John Cartmill's ordeal began on Friday 21 June as he returned home from holiday in Spain. When he arrived at Belfast City airport he was approached by a number of men who identified themselves as being members of Special Branch, before taking him to a holding room where they questioned him.
Initially the RUC/PSNI members questioned Cartmill about cigarettes that he had in his suitcase and tried to get him to admit that he was smuggling the cigarettes for "an illegal organisation".
They also asked him if he had any connections with Sinn Féin or the IRA and if he knew anyone in the IRA. During this questioning the Branchmen told him that if "you talk you can walk". The young man refused and eventually was released.
After he was released, the Special Branch began calling John at his home.
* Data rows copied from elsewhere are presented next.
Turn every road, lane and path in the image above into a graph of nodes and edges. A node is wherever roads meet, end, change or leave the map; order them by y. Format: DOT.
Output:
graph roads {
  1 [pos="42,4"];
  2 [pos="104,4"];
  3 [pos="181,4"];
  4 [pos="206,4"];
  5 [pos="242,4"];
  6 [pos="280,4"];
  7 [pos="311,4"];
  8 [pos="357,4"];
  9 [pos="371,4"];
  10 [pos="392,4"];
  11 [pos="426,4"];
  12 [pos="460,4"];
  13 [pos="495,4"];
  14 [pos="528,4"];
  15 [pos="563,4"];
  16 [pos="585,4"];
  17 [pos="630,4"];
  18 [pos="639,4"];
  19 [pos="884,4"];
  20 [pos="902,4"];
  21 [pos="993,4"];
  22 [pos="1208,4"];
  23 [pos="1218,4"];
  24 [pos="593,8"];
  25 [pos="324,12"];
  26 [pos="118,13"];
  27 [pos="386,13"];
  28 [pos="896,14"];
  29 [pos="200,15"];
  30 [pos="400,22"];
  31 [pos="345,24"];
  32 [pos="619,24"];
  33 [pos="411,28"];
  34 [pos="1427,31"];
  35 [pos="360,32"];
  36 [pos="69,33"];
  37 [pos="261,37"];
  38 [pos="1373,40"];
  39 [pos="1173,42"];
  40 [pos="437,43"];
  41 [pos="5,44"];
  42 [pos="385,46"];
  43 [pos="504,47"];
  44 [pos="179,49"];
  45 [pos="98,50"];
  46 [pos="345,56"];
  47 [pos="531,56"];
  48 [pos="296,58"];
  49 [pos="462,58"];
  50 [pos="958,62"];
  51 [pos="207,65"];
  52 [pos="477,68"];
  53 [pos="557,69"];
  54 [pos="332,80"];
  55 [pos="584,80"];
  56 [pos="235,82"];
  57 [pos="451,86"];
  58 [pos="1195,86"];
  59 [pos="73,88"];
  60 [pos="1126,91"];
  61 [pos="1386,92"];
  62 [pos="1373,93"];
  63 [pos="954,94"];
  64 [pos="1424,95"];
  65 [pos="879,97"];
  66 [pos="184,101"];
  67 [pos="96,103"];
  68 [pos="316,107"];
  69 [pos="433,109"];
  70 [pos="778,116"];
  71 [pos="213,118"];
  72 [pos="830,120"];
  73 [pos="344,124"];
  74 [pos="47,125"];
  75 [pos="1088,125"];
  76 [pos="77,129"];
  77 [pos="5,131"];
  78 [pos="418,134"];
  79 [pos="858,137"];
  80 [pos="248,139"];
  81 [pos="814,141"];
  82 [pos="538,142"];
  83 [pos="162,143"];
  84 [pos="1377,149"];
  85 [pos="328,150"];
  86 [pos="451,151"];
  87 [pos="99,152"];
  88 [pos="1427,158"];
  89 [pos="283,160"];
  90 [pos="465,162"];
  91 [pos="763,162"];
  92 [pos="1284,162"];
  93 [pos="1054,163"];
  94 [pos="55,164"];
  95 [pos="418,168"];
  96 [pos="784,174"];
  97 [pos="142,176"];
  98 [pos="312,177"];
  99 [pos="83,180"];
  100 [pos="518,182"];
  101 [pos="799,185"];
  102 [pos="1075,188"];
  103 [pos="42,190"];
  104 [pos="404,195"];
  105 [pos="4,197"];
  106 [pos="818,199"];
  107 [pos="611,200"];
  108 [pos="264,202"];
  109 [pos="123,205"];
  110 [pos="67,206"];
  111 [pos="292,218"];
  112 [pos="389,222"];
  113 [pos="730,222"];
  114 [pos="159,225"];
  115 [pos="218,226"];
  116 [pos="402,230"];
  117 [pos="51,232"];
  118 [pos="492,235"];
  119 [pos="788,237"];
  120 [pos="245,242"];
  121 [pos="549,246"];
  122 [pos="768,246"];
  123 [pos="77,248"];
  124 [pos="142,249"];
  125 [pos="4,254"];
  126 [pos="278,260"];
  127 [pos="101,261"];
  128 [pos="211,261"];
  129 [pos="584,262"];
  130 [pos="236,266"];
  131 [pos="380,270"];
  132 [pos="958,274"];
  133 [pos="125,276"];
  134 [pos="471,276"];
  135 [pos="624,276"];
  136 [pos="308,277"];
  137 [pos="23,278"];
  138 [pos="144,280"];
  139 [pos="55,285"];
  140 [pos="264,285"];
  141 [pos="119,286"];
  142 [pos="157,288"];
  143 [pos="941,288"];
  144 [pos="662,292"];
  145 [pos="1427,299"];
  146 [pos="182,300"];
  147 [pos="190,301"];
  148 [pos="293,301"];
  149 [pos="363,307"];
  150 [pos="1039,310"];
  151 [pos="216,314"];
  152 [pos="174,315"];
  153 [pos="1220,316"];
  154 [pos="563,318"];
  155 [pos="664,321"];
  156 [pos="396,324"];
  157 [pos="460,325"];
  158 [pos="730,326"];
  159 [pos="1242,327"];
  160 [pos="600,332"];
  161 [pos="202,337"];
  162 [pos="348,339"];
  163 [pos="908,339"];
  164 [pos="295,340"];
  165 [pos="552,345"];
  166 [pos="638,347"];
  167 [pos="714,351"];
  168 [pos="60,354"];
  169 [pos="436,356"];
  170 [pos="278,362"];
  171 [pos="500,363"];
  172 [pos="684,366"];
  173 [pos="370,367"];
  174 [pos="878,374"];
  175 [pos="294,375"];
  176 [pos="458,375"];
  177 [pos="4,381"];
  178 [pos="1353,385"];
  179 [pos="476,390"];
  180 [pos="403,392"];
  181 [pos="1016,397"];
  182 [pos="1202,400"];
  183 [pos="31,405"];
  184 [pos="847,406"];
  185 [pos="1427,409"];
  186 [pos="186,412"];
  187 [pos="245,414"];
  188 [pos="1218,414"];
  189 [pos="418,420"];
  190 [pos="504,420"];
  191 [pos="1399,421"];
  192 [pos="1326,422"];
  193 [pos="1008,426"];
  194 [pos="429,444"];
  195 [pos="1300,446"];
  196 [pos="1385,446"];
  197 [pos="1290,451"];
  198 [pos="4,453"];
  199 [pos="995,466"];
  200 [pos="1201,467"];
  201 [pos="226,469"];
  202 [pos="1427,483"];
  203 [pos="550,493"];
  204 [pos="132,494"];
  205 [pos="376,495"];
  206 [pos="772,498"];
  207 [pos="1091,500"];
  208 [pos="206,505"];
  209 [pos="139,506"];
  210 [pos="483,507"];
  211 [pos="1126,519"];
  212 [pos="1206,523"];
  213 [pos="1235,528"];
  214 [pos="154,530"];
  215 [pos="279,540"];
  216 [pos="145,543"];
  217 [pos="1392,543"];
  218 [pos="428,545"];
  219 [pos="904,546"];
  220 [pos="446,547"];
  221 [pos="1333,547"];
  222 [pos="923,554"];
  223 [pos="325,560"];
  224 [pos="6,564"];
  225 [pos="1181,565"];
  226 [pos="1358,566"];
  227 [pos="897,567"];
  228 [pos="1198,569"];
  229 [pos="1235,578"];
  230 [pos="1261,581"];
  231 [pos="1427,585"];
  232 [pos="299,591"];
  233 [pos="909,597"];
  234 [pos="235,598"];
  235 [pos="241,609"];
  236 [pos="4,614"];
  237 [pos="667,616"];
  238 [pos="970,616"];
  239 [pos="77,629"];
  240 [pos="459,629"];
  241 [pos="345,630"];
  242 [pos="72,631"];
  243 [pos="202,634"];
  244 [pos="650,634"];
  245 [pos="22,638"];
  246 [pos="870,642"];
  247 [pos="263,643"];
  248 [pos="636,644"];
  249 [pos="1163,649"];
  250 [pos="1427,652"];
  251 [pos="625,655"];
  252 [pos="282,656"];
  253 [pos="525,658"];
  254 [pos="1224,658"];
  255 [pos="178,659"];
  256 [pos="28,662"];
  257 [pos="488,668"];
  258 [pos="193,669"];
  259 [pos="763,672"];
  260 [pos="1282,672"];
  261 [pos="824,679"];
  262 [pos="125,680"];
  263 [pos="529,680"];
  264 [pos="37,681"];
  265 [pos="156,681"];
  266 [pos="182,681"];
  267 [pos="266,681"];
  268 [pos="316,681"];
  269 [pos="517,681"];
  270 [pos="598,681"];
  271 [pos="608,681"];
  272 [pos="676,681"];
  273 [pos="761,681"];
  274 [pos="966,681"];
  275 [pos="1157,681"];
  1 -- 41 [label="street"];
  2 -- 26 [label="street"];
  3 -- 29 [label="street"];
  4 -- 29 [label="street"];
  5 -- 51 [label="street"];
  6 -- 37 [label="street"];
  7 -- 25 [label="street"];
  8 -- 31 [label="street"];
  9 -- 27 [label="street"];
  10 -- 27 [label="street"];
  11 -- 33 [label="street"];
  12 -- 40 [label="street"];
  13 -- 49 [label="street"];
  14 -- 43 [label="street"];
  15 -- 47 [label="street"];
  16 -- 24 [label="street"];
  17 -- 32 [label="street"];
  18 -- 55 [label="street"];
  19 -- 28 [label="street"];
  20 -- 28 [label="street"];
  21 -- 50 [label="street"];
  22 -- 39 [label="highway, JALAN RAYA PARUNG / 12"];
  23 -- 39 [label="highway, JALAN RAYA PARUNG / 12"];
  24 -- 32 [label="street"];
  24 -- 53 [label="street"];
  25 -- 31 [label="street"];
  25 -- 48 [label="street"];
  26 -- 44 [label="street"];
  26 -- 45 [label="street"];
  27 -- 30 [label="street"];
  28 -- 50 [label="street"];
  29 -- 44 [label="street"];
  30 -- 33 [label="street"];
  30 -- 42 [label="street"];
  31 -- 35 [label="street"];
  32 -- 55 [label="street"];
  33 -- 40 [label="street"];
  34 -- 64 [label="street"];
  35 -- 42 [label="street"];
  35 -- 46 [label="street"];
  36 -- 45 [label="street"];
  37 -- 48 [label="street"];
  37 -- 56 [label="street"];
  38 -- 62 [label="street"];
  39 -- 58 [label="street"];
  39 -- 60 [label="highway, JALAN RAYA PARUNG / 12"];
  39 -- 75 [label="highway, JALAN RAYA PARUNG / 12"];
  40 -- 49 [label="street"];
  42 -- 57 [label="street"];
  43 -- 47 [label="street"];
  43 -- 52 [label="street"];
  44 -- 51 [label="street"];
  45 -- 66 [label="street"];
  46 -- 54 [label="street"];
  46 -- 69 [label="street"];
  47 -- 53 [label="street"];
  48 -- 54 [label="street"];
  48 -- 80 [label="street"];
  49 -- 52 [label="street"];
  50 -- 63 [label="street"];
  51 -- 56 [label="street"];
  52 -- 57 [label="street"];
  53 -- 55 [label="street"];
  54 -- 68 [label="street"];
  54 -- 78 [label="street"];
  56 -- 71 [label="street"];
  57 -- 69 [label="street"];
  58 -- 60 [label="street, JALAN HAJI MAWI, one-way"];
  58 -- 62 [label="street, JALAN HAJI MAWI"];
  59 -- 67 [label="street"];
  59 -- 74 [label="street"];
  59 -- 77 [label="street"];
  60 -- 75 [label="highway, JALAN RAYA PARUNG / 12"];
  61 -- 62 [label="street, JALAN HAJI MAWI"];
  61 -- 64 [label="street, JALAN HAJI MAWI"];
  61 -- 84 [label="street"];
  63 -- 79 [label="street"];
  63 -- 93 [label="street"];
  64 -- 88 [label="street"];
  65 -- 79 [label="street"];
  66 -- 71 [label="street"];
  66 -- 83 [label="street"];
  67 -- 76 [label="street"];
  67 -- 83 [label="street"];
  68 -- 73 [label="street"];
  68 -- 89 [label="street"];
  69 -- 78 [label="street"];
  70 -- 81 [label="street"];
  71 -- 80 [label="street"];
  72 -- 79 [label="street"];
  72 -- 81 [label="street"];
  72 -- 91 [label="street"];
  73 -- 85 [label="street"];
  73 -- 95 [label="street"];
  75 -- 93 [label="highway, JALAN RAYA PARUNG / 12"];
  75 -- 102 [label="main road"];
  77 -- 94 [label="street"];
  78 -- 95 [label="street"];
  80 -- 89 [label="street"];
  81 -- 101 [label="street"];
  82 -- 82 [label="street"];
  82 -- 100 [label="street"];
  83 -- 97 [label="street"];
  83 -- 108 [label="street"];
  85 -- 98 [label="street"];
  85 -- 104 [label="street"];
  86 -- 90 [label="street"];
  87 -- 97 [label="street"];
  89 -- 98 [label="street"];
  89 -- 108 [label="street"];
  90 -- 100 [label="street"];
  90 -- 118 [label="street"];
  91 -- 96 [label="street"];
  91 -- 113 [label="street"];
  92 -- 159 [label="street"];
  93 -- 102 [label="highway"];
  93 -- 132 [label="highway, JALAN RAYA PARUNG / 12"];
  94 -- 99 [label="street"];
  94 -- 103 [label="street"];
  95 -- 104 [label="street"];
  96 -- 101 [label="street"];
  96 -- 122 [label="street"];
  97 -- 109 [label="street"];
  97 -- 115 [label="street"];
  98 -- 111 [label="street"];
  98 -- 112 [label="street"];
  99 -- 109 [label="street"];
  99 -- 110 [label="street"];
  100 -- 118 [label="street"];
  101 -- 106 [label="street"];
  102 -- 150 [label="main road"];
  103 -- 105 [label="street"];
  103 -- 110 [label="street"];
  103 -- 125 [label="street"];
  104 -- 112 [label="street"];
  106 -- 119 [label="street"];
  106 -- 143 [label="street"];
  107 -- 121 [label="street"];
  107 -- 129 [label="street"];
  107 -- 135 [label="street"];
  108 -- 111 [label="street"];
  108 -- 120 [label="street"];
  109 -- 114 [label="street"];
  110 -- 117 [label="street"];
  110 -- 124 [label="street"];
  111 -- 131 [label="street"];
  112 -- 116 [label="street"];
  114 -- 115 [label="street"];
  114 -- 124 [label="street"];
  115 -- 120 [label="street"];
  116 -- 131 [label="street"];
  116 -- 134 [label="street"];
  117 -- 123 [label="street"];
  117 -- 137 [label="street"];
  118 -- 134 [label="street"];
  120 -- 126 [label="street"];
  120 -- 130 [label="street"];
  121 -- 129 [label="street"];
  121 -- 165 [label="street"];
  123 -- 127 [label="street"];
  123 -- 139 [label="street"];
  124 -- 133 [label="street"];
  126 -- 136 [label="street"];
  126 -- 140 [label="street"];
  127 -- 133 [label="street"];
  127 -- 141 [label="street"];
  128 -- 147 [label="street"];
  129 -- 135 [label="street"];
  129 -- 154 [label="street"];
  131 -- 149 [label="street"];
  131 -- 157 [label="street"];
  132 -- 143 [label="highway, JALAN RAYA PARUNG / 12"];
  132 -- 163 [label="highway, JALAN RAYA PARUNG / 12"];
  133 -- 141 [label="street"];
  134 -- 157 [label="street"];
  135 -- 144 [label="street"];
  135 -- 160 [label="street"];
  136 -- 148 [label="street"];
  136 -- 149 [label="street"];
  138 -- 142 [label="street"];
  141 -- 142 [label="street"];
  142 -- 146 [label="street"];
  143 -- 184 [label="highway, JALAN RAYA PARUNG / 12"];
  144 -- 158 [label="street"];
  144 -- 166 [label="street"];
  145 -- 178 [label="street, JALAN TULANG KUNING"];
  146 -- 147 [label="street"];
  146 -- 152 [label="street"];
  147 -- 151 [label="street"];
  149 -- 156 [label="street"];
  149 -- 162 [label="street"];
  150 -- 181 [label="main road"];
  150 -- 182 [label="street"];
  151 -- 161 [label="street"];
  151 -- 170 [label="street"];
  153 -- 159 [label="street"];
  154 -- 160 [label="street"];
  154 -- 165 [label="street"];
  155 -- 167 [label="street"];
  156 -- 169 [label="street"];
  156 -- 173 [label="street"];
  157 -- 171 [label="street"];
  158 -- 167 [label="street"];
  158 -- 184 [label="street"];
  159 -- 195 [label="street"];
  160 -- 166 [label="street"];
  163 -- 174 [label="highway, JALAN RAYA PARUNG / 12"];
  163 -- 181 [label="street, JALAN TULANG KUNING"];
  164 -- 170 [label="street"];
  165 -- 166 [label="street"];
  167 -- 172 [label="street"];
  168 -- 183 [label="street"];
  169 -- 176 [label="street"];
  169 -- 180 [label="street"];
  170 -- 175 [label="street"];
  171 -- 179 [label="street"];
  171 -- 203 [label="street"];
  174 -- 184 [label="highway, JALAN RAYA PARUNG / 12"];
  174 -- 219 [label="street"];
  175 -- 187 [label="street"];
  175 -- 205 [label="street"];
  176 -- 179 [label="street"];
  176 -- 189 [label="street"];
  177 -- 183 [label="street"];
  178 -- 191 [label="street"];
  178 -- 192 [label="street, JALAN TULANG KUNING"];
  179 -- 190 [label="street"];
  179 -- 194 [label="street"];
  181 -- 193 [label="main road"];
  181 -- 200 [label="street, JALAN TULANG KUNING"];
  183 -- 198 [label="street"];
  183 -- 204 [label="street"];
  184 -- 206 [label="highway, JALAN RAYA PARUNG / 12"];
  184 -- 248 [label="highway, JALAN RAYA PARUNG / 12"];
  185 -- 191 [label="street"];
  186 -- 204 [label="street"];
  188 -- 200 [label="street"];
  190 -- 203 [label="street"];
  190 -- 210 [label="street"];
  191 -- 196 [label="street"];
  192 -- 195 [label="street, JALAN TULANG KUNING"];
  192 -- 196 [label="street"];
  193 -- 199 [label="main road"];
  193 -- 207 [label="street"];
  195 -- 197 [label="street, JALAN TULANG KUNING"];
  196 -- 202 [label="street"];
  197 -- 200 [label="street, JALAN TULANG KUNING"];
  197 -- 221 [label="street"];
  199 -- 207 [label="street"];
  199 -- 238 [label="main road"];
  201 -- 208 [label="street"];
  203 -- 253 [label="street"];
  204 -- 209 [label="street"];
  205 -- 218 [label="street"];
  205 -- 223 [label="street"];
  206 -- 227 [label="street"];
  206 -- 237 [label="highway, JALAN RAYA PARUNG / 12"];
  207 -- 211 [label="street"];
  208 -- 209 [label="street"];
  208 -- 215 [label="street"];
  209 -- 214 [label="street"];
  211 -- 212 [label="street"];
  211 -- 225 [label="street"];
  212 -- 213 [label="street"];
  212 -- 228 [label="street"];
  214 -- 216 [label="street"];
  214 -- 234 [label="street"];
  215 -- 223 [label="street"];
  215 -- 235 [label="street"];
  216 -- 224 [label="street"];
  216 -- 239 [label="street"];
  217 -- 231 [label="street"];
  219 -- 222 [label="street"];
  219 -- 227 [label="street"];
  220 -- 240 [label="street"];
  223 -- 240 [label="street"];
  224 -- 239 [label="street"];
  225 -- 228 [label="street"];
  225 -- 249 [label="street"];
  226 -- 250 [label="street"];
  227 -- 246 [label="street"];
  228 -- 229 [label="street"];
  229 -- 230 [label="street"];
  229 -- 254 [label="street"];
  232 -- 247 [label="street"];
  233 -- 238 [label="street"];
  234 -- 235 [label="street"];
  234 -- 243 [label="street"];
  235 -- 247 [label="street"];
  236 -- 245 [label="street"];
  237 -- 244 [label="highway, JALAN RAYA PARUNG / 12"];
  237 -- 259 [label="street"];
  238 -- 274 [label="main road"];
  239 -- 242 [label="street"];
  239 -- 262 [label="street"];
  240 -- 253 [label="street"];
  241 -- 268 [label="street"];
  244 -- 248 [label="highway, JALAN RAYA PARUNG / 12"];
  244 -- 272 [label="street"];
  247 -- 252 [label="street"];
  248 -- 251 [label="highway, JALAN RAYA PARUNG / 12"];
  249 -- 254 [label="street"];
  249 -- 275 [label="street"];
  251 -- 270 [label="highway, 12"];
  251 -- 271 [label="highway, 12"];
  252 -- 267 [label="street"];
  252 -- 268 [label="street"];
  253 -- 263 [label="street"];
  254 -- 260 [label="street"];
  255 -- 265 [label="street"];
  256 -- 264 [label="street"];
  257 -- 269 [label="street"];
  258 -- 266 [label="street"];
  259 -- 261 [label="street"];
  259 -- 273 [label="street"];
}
Returning to the airport to collect a bag that had been lost at Gatwick, he was again approached and when he refused to cooperate was arrested on a trumped up charge.
On his release this second time the RUC/PSNI intensified their telephone campaign to the point where he tried to take his own life last Saturday, 29 June.
Speaking at a press conference, John said he had never gone through anything as bad as the pressure the RUC/PSNI Special Branch put him through and that he wanted to go public to expose their actions and to encourage anyone else in the same position to come forward. He also revealed that the Special Branch had phoned him as recently as Tuesday 2 July.
Sinn Féin's Michael Ferguson said "the circumstances surrounding the RUC/PSNI's attempts to recruit John Cartmill demonstrate the lengths to which they will go to compromise members of our community. It is clear that nothing has changed as far as the modus operandi of the PSNI is concerned. They are just the RUC by a different name."